Gurdjieff liked fresh herbs and when, one day, de Val couldn't find fresh mint, Gurdjieff began to scold him. De Val says he stood impassive and unblinking, jaw lightly clenched as, having been familiar with what he sees as Gurdjieff 's "excesses of anger," he had "long before forged a hard shell." With great pride, he says, "I feel that my detached and placid attitude dumbfounded a little this dear Georges Ivanovitch each time he permitted himself an outburst."(9)

Gurdjieff, of course, was trying to teach his son, but de Val was more concerned with keeping his distance, not establishing a rapport; a not uncommon reaction of sons of powerful fathers. De Val would try to practice what Gurdjieff told him—"Daily, I tried to take the best part possible of the good principles that he taught me. I assimilated, so to speak, at work the essentials of the teaching." But he would do it his way, inventing exercises and making self-imposed efforts. Gurdjieff's encouragement he took for approval. Gurdjieff listened to his son attentively, smiling, asking questions as his son recounted how he'd fared with his self-invented exercises. In this way the "joyously useless lectures, vague theories and abstruse reasoning"(10) were circumvented, a viewpoint de Val amazingly, even after all these years, still holds.

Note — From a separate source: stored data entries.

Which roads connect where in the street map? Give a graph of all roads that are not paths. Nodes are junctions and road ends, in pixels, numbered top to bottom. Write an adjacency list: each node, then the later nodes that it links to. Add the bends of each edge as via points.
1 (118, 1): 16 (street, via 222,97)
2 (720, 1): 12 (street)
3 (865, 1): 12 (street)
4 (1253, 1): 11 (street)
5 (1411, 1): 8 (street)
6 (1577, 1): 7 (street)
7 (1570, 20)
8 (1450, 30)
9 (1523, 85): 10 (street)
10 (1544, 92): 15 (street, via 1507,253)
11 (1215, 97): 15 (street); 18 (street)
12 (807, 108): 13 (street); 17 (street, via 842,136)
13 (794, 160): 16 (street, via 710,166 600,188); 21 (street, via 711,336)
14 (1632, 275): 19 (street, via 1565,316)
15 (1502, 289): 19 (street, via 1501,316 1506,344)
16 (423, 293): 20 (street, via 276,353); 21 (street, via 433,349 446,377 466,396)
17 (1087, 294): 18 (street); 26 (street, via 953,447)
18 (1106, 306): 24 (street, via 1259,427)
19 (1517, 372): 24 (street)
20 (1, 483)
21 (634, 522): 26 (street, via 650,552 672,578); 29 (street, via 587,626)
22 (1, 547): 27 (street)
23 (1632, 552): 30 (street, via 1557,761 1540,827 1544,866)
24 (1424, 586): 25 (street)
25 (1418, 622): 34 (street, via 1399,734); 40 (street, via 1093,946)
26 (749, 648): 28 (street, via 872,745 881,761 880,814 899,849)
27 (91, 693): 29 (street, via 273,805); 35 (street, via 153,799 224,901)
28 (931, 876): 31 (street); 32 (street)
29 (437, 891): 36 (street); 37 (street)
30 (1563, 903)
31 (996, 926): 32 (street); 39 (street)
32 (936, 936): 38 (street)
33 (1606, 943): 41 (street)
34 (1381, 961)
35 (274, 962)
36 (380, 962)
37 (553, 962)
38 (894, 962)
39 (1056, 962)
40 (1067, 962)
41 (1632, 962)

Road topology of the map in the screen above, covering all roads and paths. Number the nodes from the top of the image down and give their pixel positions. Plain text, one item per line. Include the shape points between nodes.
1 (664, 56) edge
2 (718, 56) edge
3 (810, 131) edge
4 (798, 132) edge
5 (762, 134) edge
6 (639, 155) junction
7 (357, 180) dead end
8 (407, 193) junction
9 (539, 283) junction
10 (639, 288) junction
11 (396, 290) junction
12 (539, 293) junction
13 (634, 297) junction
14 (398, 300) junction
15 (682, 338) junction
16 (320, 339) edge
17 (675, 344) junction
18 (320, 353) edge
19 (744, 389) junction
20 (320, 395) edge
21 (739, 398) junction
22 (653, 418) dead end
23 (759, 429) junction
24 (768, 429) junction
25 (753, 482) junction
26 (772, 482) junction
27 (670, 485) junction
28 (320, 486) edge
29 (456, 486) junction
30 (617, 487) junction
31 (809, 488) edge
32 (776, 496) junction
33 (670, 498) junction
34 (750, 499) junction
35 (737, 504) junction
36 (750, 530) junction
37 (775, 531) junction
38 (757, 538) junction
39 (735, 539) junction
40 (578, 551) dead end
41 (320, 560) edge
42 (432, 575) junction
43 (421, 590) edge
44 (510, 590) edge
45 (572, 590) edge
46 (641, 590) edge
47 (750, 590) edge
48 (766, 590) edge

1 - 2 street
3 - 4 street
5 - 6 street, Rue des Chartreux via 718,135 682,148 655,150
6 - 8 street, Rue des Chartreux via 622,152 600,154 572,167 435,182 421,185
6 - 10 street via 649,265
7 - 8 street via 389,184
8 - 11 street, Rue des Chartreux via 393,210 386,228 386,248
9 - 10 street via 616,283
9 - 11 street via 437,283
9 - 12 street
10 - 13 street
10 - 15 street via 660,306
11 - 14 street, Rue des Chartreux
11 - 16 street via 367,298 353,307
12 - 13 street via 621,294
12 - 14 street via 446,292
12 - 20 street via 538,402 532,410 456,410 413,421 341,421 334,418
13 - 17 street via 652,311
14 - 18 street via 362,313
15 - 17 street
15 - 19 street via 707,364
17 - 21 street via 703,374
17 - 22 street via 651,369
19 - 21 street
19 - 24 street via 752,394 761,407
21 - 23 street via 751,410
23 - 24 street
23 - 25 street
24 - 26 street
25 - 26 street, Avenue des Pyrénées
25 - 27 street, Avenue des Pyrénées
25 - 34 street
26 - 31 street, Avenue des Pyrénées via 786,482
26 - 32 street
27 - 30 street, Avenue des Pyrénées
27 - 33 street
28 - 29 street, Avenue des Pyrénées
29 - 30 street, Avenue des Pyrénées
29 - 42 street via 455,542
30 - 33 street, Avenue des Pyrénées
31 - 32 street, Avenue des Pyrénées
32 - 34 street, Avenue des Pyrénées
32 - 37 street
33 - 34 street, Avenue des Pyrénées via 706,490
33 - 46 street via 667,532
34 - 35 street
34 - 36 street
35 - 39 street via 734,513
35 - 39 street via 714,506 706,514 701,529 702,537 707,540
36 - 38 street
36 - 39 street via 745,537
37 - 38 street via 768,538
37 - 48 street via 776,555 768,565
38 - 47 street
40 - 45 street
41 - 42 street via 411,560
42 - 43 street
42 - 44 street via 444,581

Speed and driving, he reports, "literally intoxicated" Gurdjieff who, despite two accidents, "drove, alas, abominably. He had no sense of the machine, nor driving regulations, and cared little about distances between vehicles." But elsewhere de Val reports Gurdjieff having "precise and sure movements." Others have spoken of harrowing rides with Gurdjieff, also attributing the cause to ignorance of driving. And yet, like de Val, many have noted Gurdjieff's resourcefulness, skill with machinery and craft, knowledge of all sorts of things. Gurdjieff, no doubt, loved speed and mobility but he was always teaching, the nature of his outings being lessons, albeit frightful ones, for students who traveled with him.(11)

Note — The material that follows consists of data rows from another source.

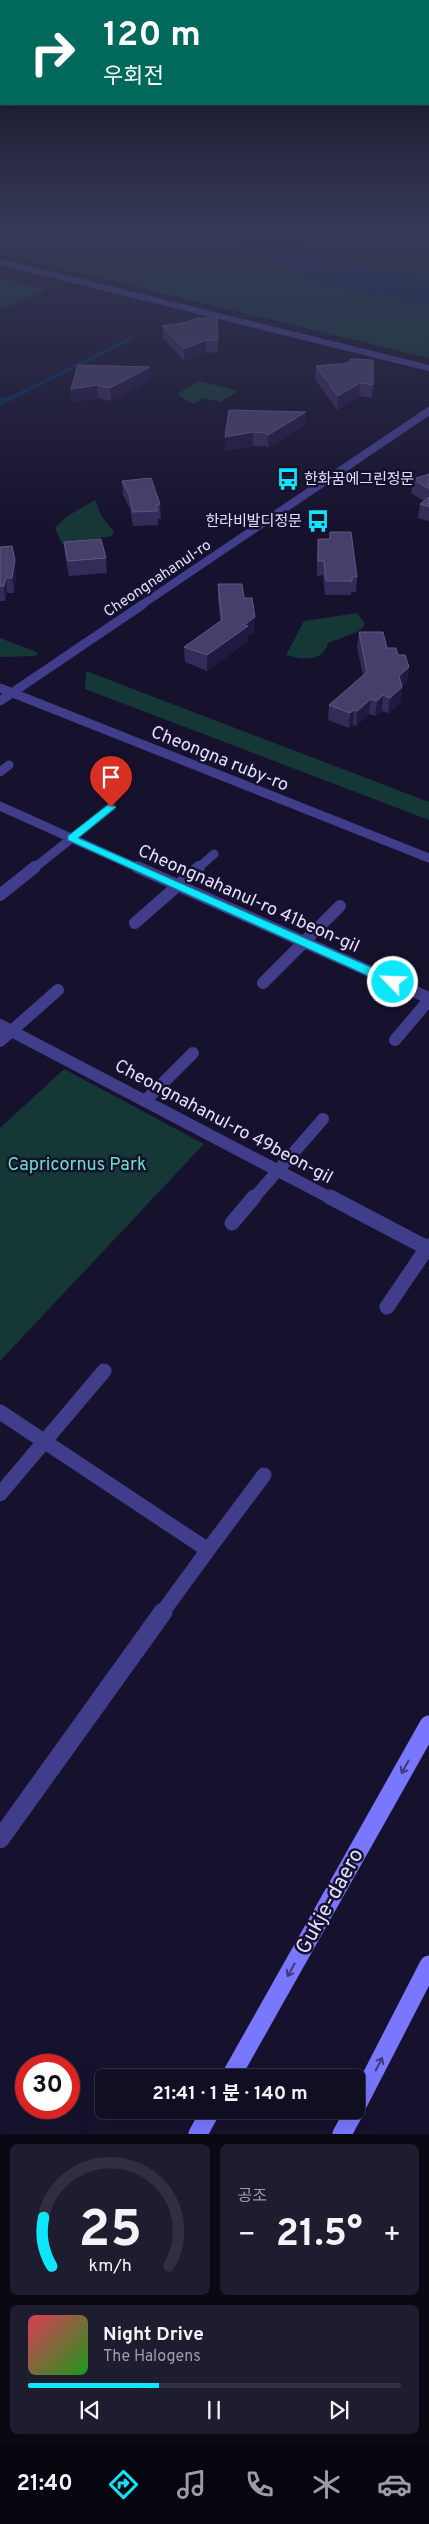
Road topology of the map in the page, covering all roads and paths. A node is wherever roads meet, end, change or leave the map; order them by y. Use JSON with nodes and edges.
{"nodes":[{"id":1,"x":274,"y":330,"type":"edge"},
{"id":2,"x":429,"y":368,"type":"edge"},
{"id":3,"x":429,"y":411,"type":"edge"},
{"id":4,"x":0,"y":688,"type":"edge"},
{"id":5,"x":12,"y":693,"type":"junction"},
{"id":6,"x":0,"y":701,"type":"edge"},
{"id":7,"x":9,"y":765,"type":"dead end"},
{"id":8,"x":0,"y":772,"type":"edge"},
{"id":9,"x":0,"y":806,"type":"edge"},
{"id":10,"x":111,"y":807,"type":"dead end"},
{"id":11,"x":72,"y":838,"type":"junction"},
{"id":12,"x":214,"y":854,"type":"dead end"},
{"id":13,"x":429,"y":858,"type":"edge"},
{"id":14,"x":178,"y":886,"type":"junction"},
{"id":15,"x":0,"y":895,"type":"edge"},
{"id":16,"x":340,"y":906,"type":"dead end"},
{"id":17,"x":135,"y":923,"type":"dead end"},
{"id":18,"x":304,"y":942,"type":"junction"},
{"id":19,"x":263,"y":983,"type":"dead end"},
{"id":20,"x":58,"y":990,"type":"dead end"},
{"id":21,"x":429,"y":999,"type":"edge"},
{"id":22,"x":6,"y":1028,"type":"edge"},
{"id":23,"x":395,"y":1040,"type":"dead end"},
{"id":24,"x":0,"y":1041,"type":"edge"},
{"id":25,"x":193,"y":1053,"type":"dead end"},
{"id":26,"x":145,"y":1101,"type":"junction"},
{"id":27,"x":323,"y":1119,"type":"dead end"},
{"id":28,"x":278,"y":1170,"type":"junction"},
{"id":29,"x":232,"y":1223,"type":"dead end"},
{"id":30,"x":428,"y":1247,"type":"edge"},
{"id":31,"x":387,"y":1308,"type":"dead end"},
{"id":32,"x":104,"y":1371,"type":"dead end"},
{"id":33,"x":0,"y":1412,"type":"edge"},
{"id":34,"x":44,"y":1441,"type":"junction"},
{"id":35,"x":264,"y":1475,"type":"dead end"},
{"id":36,"x":0,"y":1494,"type":"edge"},
{"id":37,"x":208,"y":1550,"type":"junction"},
{"id":38,"x":429,"y":1725,"type":"edge"},
{"id":39,"x":0,"y":1839,"type":"edge"},
{"id":40,"x":429,"y":1965,"type":"edge"},
{"id":41,"x":235,"y":2069,"type":"edge"},
{"id":42,"x":365,"y":2091,"type":"edge"},
{"id":43,"x":206,"y":2119,"type":"edge"},
{"id":44,"x":350,"y":2119,"type":"edge"},
{"id":45,"x":198,"y":2134,"type":"edge"},
{"id":46,"x":342,"y":2134,"type":"edge"}],
"edges":[{"from":1,"to":2,"type":"street"},
{"from":3,"to":5,"type":"street","name":"Cheongnahanul-ro"},
{"from":4,"to":5,"type":"street","name":"Cheongna ruby-ro"},
{"from":5,"to":6,"type":"street","name":"Cheongnahanul-ro"},
{"from":5,"to":13,"type":"street","name":"Cheongna ruby-ro"},
{"from":7,"to":8,"type":"street"},
{"from":9,"to":11,"type":"street","name":"Cheongnahanul-ro 41beon-gil"},
{"from":10,"to":11,"type":"street"},
{"from":11,"to":14,"type":"street","name":"Cheongnahanul-ro 41beon-gil"},
{"from":11,"to":15,"type":"street"},
{"from":12,"to":14,"type":"street"},
{"from":14,"to":17,"type":"street"},
{"from":14,"to":18,"type":"street","name":"Cheongnahanul-ro 41beon-gil"},
{"from":16,"to":18,"type":"street"},
{"from":18,"to":19,"type":"street"},
{"from":18,"to":21,"type":"street","name":"Cheongnahanul-ro 41beon-gil"},
{"from":20,"to":22,"type":"street"},
{"from":21,"to":23,"type":"street"},
{"from":22,"to":24,"type":"street"},
{"from":22,"to":26,"type":"street","name":"Cheongnahanul-ro 49beon-gil"},
{"from":25,"to":26,"type":"street"},
{"from":26,"to":28,"type":"street","name":"Cheongnahanul-ro 49beon-gil"},
{"from":27,"to":28,"type":"street"},
{"from":28,"to":29,"type":"street"},
{"from":28,"to":30,"type":"street","name":"Cheongnahanul-ro 49beon-gil"},
{"from":30,"to":31,"type":"street"},
{"from":32,"to":34,"type":"street"},
{"from":33,"to":34,"type":"street"},
{"from":34,"to":36,"type":"street"},
{"from":34,"to":37,"type":"street"},
{"from":35,"to":37,"type":"street"},
{"from":37,"to":39,"type":"street"},
{"from":38,"to":41,"type":"main road","name":"Gukje-daero","one_way":true},
{"from":42,"to":40,"type":"main road","one_way":true},
{"from":43,"to":45,"type":"main road"},
{"from":44,"to":46,"type":"main road"}]}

(1) A problem with "unedited memories" is that memory can be faulty. De Val says that Madame Ostrowska died of tuberculosis, but as all other sources report that she died of cancer, we begin to wonder about other inaccuracies in his reports.

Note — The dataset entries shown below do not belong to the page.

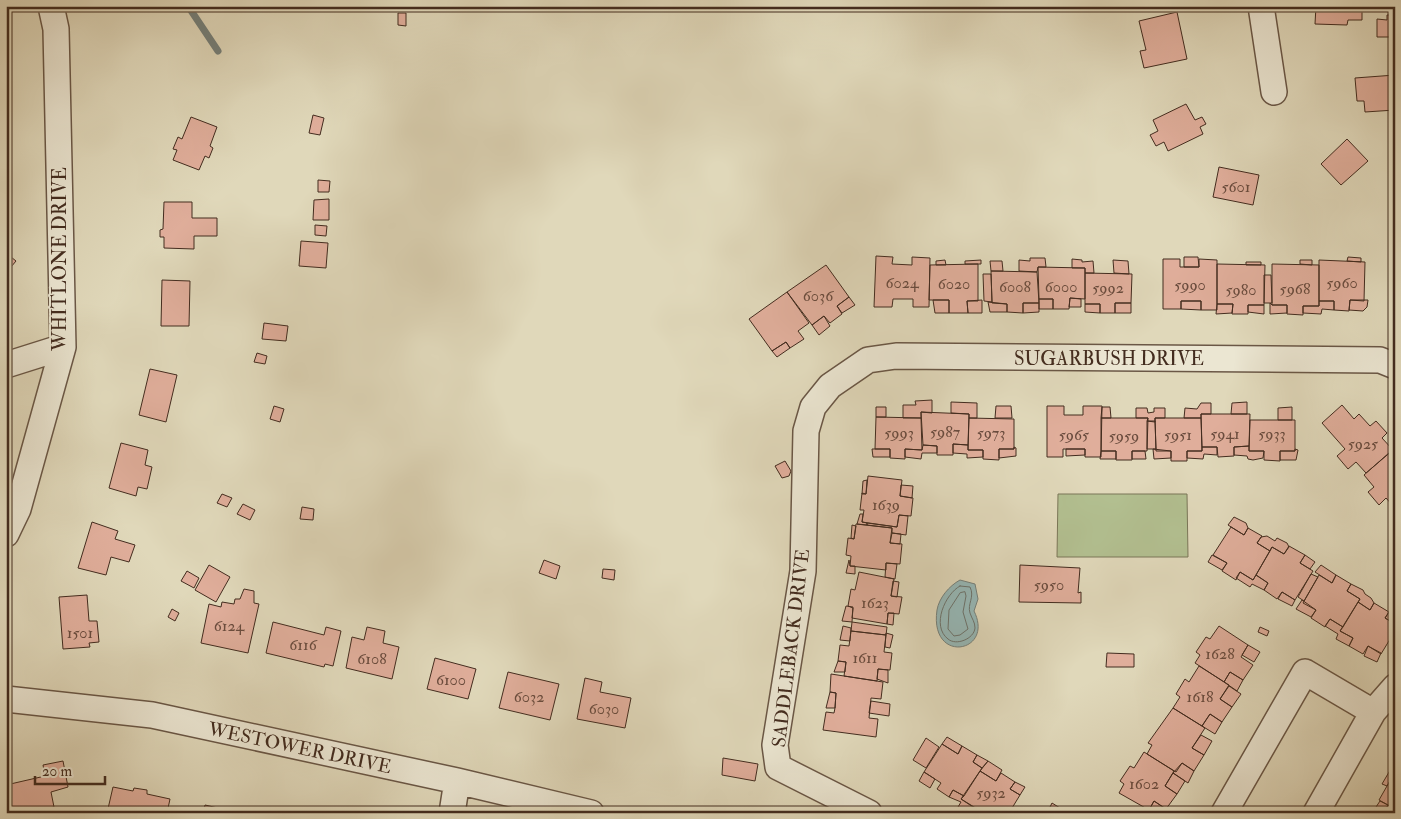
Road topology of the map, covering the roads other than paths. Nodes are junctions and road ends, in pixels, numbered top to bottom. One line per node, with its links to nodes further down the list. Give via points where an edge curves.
1 (51, 6): 4 (street, WHITLONE DRIVE, via 56,29)
2 (1261, 6): 3 (street)
3 (1274, 92)
4 (63, 347): 5 (street); 8 (street, WHITLONE DRIVE, via 18,509)
5 (6, 365)
6 (1395, 366): 7 (street, SUGARBUSH DRIVE, via 1380,360 896,356 868,360)
7 (830, 386): 15 (street, SADDLEBACK DRIVE, via 813,407 806,430 803,571 775,745 778,767)
8 (6, 534)
9 (1395, 687): 11 (street)
10 (6, 699): 12 (street, WESTOWER DRIVE, via 152,715)
11 (1373, 712): 16 (street, via 1305,672); 17 (street)
12 (457, 781): 13 (street); 14 (street, WESTOWER DRIVE)
13 (452, 813)
14 (591, 813)
15 (870, 813)
16 (1224, 813)
17 (1316, 813)

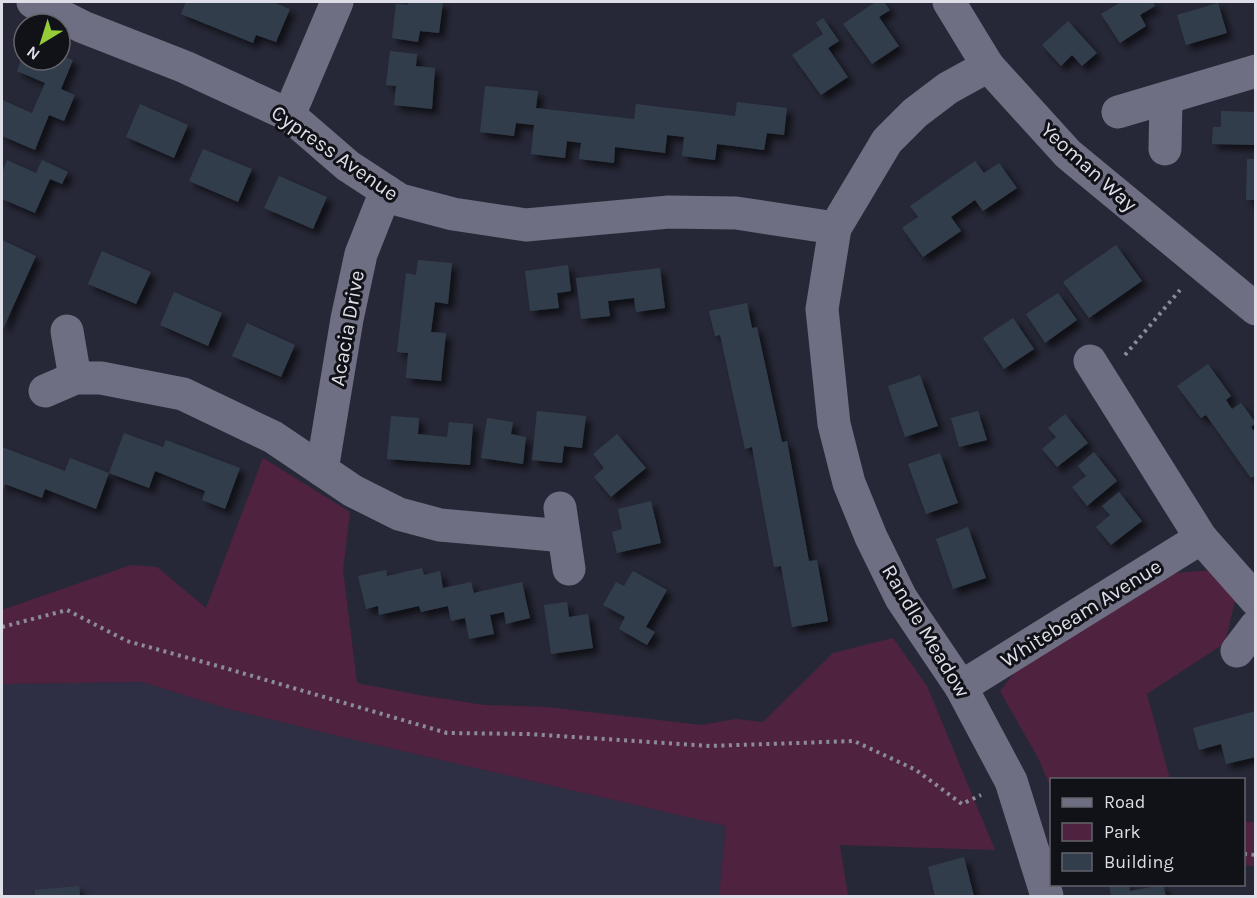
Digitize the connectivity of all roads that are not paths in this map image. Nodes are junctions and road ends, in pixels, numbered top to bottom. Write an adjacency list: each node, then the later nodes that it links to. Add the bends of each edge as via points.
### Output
1 (33, 2): 8 (street, Cypress Avenue)
2 (337, 2): 8 (street)
3 (949, 2): 4 (street, Yeoman Way)
4 (988, 66): 11 (street, Randle Meadow, via 948,88 887,141); 12 (street, Yeoman Way, via 1068,154)
5 (1256, 71): 6 (street)
6 (1166, 98): 7 (street); 9 (street)
7 (1118, 112)
8 (289, 115): 10 (street, Cypress Avenue, via 348,166)
9 (1165, 149)
10 (386, 191): 11 (street, Cypress Avenue, via 400,200 453,214 526,225 669,212 736,213); 17 (street, Acacia Drive, via 361,254)
11 (835, 228): 21 (street, Randle Meadow, via 822,309 834,424 849,483 901,598)
12 (1256, 309)
13 (67, 331): 15 (street)
14 (1096, 371): 18 (street)
15 (75, 378): 16 (street); 17 (street, via 101,378 183,394 273,437)
16 (45, 391)
17 (322, 470): 19 (street, via 399,514 440,525 562,522)
18 (1200, 538): 20 (street); 21 (street, Whitebeam Avenue)
19 (569, 568)
20 (1256, 600)
21 (961, 687): 22 (street, Randle Meadow, via 1011,781)
22 (1047, 897)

(2) One story by de Val's mother concerns a few meetings she had with Rasputin. Gurdjieff, in response to someone speaking of Rasputin's reputed powers, said that Rasputin was merde, could do nothing and knew nothing. Solita Solano Papers, Library of Congress.

(3) A term, coined by a 19th century French socialist and reformer, referring to his planned socialistic community, or to any communal association; the word is derived from phalanx [a military formation] and monastery. The French still commonly refer to Gurdjieff's Institute at the Prieuré as a phalanstery.

(4) Boussick de Salzmann, Yvonne Pinder, and Leonia, grandson of Madame Ouspensky.

(5) Anna Butkovsky-Hewitt, With Gurdjieff in St. Petersburg and Paris. p. 67.

(6) Fritz Peters, Boyhood with Gurdjieff. pp. 71–72.

(7) Ibid. pp. 109–111.

(8) In the Preface, Paul Taylor, who'd also been factotum, defines the word as also meaning "odd-job man." Besides the meanings of handyman, or man-of-all-work, the 'job' that Taylor and de Val as well as Fritz Peters and other young men held could be seen as that of 'steward,' which resounds with meaning in terms of the teaching, and therefore the great opportunity Gurdjieff was giving them. Of these three men who have written about it so far, only Fritz Peters gained in understanding.

(9) There is a petulance in the words—"this dear Georges Ivanovitch"—that one would expect de Val to have outgrown.

(10) In this we can take warning of how easy it is to not understand—and to not even know we are not understanding, even though many years may have passed.

(11) For Solita Solano's description of traveling with Gurdjieff, see William Patrick Patterson's Ladies of the Rope (Arete Communications LLC, 1999), pp. 136–137.